What you have to do: What follows is a set of records; give them all back exactly.

[Saved entries]
-- -- --

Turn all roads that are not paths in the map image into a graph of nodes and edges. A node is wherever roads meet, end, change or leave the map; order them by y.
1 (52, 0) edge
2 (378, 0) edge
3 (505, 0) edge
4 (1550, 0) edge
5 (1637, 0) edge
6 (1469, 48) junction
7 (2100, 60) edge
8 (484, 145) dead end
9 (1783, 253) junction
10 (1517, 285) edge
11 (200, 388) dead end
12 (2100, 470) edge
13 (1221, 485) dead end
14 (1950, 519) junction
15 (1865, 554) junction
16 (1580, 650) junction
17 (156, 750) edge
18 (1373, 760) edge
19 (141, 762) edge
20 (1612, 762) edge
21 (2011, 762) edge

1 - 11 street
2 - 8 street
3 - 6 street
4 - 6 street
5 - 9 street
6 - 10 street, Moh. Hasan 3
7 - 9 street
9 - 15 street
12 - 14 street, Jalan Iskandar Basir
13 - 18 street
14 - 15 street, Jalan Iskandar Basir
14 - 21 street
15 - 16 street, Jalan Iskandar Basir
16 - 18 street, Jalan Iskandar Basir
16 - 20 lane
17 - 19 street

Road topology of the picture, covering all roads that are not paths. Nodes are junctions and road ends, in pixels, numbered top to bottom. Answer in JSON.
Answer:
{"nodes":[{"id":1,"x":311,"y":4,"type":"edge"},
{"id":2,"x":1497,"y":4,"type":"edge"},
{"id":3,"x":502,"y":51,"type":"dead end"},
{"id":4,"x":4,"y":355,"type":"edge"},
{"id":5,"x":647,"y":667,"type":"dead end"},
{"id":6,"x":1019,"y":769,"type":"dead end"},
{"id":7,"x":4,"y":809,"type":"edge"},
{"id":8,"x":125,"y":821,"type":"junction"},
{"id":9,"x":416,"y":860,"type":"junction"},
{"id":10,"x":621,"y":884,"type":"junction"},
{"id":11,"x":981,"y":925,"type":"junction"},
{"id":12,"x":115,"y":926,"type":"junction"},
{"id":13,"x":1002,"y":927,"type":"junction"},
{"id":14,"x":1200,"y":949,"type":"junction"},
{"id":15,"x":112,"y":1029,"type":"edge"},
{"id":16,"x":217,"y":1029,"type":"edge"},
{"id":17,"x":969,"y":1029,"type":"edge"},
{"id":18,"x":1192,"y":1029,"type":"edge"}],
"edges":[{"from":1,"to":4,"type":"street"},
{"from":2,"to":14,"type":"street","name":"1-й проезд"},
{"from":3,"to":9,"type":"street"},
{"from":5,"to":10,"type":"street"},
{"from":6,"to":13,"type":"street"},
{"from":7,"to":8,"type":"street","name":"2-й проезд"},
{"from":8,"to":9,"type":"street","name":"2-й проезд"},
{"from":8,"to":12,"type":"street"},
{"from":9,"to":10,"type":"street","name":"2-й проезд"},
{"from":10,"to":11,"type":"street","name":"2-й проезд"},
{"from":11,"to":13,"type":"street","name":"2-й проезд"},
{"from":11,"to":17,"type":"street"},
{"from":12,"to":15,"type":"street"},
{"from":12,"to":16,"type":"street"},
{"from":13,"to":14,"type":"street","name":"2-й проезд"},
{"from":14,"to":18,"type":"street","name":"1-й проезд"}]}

-- -- --

Response for this exercise:
Turn all roads that are not paths in the map image into a graph of nodes and edges. A node is wherever roads meet, end, change or leave the map; order them by y.
1 (52, 0) edge
2 (378, 0) edge
3 (505, 0) edge
4 (1550, 0) edge
5 (1637, 0) edge
6 (1469, 48) junction
7 (2100, 60) edge
8 (484, 145) dead end
9 (1783, 253) junction
10 (1517, 285) edge
11 (200, 388) dead end
12 (2100, 470) edge
13 (1221, 485) dead end
14 (1950, 519) junction
15 (1865, 554) junction
16 (1580, 650) junction
17 (156, 750) edge
18 (1373, 760) edge
19 (141, 762) edge
20 (1612, 762) edge
21 (2011, 762) edge

1 - 11 street
2 - 8 street
3 - 6 street
4 - 6 street
5 - 9 street
6 - 10 street, Moh. Hasan 3
7 - 9 street
9 - 15 street
12 - 14 street, Jalan Iskandar Basir
13 - 18 street
14 - 15 street, Jalan Iskandar Basir
14 - 21 street
15 - 16 street, Jalan Iskandar Basir
16 - 18 street, Jalan Iskandar Basir
16 - 20 lane
17 - 19 street

Road topology of the picture, covering all roads that are not paths. Nodes are junctions and road ends, in pixels, numbered top to bottom. Answer in JSON.
Answer:
{"nodes":[{"id":1,"x":311,"y":4,"type":"edge"},
{"id":2,"x":1497,"y":4,"type":"edge"},
{"id":3,"x":502,"y":51,"type":"dead end"},
{"id":4,"x":4,"y":355,"type":"edge"},
{"id":5,"x":647,"y":667,"type":"dead end"},
{"id":6,"x":1019,"y":769,"type":"dead end"},
{"id":7,"x":4,"y":809,"type":"edge"},
{"id":8,"x":125,"y":821,"type":"junction"},
{"id":9,"x":416,"y":860,"type":"junction"},
{"id":10,"x":621,"y":884,"type":"junction"},
{"id":11,"x":981,"y":925,"type":"junction"},
{"id":12,"x":115,"y":926,"type":"junction"},
{"id":13,"x":1002,"y":927,"type":"junction"},
{"id":14,"x":1200,"y":949,"type":"junction"},
{"id":15,"x":112,"y":1029,"type":"edge"},
{"id":16,"x":217,"y":1029,"type":"edge"},
{"id":17,"x":969,"y":1029,"type":"edge"},
{"id":18,"x":1192,"y":1029,"type":"edge"}],
"edges":[{"from":1,"to":4,"type":"street"},
{"from":2,"to":14,"type":"street","name":"1-й проезд"},
{"from":3,"to":9,"type":"street"},
{"from":5,"to":10,"type":"street"},
{"from":6,"to":13,"type":"street"},
{"from":7,"to":8,"type":"street","name":"2-й проезд"},
{"from":8,"to":9,"type":"street","name":"2-й проезд"},
{"from":8,"to":12,"type":"street"},
{"from":9,"to":10,"type":"street","name":"2-й проезд"},
{"from":10,"to":11,"type":"street","name":"2-й проезд"},
{"from":11,"to":13,"type":"street","name":"2-й проезд"},
{"from":11,"to":17,"type":"street"},
{"from":12,"to":15,"type":"street"},
{"from":12,"to":16,"type":"street"},
{"from":13,"to":14,"type":"street","name":"2-й проезд"},
{"from":14,"to":18,"type":"street","name":"1-й проезд"}]}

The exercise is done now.